I was born in Mississippi in 1980—Reagan’s era, Michael Jackson’s reign, grandma’s house a few blocks away. It was the time when the trials of southern black folks were unknown to me, even though lived amidst the poorer blacks in the city. Our home sat one lot from the corner—and the corner store. It was a pale yellow square house, with a porch and two windows facing the street. The store, Hampton’s, gave us credit on everything from diapers to beer. I spent my days sampling ripe and raw vegetables from our garden and running through the creeks after my older brother and his friends, climbing trees and catching frogs. I walked barefoot to the corner store during heat waves, without shading my eyes. My southern heritage was authentic, my tomboy lifestyle was delicious. We ate watermelons on porches with the red juice dripping from our brown faces onto our clothing and the porch itself.
There were tortuous hours spent on that same porch when my mother forced the hot comb through my thick hair, as I whined about the heat. Her strong, veined hands held my head steady and her stern voice ordered me to be still as the comb sizzled through sections of my hair. She would separate my hair into neat ponytails that would become littered with twigs, leaves, grass and remnants of dirt hastily and haphazardly dusted out after some tumbling effort or dirt fight. I would spend all of five minutes trying to fix the ponytails that required me to place my head on the ground. It was not until rats began to rove our little yellow house, did I actually understand that we were poor.
My father was from south Florida–Pahokee to be exact and my mother was born and raised in Alabama. Their meeting was a set up by mom’s older sister. Being of the same religion was more than important to them and they took instruction not to be unevenly yoked very seriously. Therefore, my parent’s courtship was one that was chaperoned and carefully monitored. The idea of spending time alone was absurd, so their dates consisted of group outings, family meals and seeing each other at gatherings organized by their congregations.
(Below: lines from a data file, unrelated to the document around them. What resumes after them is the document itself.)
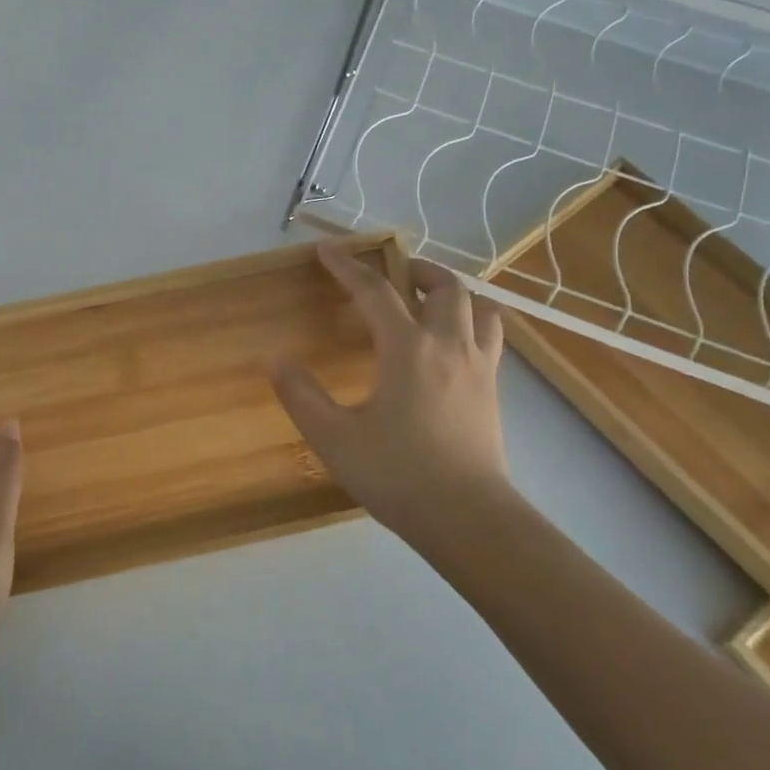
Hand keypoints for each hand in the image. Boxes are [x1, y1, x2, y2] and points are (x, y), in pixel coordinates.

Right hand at [271, 241, 512, 542]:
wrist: (469, 520)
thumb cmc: (398, 475)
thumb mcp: (334, 438)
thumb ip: (301, 396)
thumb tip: (275, 360)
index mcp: (407, 348)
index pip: (374, 291)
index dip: (348, 266)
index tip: (327, 249)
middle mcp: (448, 345)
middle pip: (444, 286)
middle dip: (415, 269)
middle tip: (392, 275)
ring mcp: (479, 367)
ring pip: (477, 307)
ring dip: (452, 292)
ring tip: (428, 300)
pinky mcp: (493, 390)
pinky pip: (490, 337)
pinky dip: (472, 321)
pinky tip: (452, 344)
My parents married about a year after my mom finished high school. She loved writing and speaking Spanish. I assume she had hopes and dreams about things she always wanted to be but I don’t recall her talking about them very much when I was a young child.
Their wedding pictures are a metaphor for their marriage. The ground is a soft brown against a pale gray sky. Two happy young people stand wearing white, their attire stark against the gloom of the day. Nothing seems out of place. My mother told me that the pictures were taken at a site that was under construction. The ground was unearthed and it had rained leaving soggy sand and utter filth where her former picture perfect moment was to be memorialized in photograph. Things weren’t as they seemed. Chaos was so close to calm. Yet no one seemed wary or concerned. Even though the Earth around them had been moved, my parents had no idea that their own worlds begin to rock the moment they had said “I do”.
They moved in with my aunt and uncle and lived there until the birth of their first child, my older brother, Christopher.
I have heard the story of my birth dozens if not, hundreds of times. Before I was born my mother did not want any more children right away. However, my older brother was barely a year old when she found out she was having another kid. My father always joked that he planned me by putting a hole in their contraceptive and wasn’t surprised like my mom was when she found out she was pregnant.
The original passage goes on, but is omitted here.